Top of Entries provided

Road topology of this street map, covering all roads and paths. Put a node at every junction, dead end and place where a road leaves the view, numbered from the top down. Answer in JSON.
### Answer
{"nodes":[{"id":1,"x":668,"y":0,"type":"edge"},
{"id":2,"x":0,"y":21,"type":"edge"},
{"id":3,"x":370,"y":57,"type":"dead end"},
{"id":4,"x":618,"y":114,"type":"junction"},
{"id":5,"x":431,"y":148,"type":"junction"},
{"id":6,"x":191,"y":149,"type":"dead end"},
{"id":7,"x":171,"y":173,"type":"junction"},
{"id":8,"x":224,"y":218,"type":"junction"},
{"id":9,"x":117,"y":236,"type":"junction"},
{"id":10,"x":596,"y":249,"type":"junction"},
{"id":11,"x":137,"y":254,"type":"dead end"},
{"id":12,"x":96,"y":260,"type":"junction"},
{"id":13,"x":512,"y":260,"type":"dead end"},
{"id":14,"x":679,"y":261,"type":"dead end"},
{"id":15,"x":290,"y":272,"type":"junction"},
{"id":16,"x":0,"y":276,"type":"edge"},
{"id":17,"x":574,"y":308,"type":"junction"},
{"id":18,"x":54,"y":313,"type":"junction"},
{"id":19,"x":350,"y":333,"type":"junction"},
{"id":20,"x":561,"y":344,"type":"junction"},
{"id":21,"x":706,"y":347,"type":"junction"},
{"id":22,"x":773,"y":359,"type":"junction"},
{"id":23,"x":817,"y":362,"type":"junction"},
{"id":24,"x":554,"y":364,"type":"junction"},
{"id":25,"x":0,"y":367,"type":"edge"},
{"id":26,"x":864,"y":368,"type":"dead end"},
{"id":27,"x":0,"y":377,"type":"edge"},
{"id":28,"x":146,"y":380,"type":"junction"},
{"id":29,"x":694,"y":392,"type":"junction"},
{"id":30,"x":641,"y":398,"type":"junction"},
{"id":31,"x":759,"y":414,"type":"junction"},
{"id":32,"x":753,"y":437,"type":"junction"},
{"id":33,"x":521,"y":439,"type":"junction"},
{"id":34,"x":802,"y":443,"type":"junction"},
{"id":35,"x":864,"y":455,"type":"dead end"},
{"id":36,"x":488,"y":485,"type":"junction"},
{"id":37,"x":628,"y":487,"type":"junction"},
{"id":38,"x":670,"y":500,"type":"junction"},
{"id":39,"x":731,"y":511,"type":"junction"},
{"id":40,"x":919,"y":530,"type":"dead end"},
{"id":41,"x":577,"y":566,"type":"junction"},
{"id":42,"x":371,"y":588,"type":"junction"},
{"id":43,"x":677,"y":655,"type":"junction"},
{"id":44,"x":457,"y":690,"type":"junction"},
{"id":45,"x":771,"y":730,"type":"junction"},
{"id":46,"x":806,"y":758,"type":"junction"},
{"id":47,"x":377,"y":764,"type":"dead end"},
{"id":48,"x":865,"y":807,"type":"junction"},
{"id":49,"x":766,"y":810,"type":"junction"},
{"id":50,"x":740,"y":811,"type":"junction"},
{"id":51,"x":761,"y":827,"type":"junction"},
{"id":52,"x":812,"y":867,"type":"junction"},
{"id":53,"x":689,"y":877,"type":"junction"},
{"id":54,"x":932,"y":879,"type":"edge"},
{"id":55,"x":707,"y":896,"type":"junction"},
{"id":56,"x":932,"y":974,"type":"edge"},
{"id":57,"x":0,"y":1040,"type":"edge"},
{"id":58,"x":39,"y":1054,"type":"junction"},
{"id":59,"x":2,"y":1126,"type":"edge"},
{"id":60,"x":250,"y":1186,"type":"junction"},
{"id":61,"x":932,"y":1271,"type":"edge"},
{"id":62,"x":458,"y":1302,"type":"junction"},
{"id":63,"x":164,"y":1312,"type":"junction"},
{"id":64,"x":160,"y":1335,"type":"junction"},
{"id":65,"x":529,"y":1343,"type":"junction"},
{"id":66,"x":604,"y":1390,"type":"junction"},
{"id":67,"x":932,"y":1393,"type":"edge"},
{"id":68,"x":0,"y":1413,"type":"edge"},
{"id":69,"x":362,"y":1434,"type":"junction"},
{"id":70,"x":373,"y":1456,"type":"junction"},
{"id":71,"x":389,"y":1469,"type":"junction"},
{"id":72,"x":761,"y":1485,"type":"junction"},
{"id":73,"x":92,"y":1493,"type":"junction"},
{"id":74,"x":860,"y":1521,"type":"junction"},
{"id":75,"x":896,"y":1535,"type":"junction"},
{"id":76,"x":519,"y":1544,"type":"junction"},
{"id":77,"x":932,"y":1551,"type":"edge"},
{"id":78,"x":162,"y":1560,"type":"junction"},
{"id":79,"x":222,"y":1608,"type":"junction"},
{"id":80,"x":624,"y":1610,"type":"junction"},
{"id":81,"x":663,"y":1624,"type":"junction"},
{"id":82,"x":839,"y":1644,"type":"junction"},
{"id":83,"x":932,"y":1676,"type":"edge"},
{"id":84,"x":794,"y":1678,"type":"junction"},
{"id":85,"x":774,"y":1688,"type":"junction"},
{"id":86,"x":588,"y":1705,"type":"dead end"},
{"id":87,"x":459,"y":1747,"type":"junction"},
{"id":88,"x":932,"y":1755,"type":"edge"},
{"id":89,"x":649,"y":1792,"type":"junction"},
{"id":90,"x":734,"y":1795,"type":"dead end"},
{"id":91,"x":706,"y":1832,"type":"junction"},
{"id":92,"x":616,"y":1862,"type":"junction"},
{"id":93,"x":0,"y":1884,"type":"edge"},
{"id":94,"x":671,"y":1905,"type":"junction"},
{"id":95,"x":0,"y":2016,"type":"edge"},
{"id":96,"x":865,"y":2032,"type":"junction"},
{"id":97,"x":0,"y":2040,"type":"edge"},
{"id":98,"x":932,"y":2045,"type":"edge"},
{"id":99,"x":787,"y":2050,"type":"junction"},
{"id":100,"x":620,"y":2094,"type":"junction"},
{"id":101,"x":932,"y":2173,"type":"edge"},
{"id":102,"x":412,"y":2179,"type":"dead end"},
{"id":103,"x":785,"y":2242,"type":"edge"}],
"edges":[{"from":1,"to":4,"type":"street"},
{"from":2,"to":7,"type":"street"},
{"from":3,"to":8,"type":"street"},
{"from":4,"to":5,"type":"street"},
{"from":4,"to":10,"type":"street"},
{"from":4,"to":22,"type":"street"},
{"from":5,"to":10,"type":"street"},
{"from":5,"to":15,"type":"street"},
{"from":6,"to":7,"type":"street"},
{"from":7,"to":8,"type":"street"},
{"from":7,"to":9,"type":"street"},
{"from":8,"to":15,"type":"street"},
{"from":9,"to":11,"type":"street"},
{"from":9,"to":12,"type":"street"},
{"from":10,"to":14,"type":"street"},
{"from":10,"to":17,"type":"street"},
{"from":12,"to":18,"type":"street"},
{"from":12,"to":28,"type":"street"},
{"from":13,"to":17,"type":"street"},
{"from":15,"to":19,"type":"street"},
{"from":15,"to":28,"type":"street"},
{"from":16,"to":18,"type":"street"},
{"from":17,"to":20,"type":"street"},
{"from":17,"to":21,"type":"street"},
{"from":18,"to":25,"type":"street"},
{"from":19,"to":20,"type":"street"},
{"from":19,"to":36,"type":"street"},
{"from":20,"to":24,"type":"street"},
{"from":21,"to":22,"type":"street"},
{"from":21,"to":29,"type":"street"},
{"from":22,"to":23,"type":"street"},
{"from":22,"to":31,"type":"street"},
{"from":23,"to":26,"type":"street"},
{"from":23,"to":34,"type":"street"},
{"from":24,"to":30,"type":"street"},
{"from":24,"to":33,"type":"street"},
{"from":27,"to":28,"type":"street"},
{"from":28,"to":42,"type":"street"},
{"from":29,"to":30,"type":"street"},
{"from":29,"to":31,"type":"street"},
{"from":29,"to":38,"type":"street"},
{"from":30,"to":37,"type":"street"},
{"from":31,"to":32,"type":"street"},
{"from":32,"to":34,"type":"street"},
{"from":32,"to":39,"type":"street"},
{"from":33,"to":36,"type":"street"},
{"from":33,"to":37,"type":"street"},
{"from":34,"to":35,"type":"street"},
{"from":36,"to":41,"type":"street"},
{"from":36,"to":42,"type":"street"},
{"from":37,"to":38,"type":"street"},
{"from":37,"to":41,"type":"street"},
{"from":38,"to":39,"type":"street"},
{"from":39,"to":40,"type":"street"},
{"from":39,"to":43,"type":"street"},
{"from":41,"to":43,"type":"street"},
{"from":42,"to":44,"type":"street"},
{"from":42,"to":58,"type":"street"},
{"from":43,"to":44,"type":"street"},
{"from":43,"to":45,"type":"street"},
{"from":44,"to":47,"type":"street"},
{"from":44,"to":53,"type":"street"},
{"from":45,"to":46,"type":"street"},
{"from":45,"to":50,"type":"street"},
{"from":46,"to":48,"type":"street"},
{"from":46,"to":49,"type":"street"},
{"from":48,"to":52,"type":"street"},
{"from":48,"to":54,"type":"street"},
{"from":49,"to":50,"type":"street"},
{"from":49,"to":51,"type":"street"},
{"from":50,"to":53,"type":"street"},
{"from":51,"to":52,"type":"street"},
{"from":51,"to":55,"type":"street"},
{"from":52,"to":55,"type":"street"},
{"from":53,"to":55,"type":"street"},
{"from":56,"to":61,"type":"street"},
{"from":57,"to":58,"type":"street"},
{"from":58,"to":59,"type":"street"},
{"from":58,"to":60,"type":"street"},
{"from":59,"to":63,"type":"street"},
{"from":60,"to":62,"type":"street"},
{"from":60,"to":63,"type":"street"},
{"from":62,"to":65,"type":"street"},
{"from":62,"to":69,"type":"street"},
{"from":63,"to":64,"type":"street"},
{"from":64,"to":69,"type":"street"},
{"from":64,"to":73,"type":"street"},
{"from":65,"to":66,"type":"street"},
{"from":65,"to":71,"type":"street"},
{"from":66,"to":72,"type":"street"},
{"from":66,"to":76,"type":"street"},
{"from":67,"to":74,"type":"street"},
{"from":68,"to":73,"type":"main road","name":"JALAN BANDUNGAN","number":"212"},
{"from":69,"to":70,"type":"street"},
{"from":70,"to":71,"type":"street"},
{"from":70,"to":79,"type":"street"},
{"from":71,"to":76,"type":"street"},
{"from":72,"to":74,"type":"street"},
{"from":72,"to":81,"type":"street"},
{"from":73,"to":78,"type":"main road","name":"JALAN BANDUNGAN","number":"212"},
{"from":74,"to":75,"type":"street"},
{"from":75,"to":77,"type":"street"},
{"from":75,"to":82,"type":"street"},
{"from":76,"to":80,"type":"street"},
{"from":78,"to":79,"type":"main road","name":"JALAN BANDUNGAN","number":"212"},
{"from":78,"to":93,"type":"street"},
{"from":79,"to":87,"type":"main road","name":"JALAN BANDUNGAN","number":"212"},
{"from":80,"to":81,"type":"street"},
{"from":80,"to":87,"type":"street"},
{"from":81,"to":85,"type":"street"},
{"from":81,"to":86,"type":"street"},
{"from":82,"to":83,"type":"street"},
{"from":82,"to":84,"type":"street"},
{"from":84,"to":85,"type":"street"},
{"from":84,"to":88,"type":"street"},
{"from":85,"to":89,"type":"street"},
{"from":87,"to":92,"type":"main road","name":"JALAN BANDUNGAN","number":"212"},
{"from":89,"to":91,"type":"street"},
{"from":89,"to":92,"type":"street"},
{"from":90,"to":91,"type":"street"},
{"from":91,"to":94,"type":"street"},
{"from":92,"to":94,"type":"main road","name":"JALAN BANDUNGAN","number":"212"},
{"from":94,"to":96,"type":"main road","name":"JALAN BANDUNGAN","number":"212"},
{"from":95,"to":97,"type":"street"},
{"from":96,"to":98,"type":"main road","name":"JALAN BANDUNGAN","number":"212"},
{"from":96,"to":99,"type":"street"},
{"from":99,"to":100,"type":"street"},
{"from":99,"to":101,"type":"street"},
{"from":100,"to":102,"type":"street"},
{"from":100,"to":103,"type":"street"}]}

Bottom of Entries provided

[What you have to do]
Count up the lines in the records where the string "BANDUNGAN" appears. Your reply is that number alone.

[Your solution]
8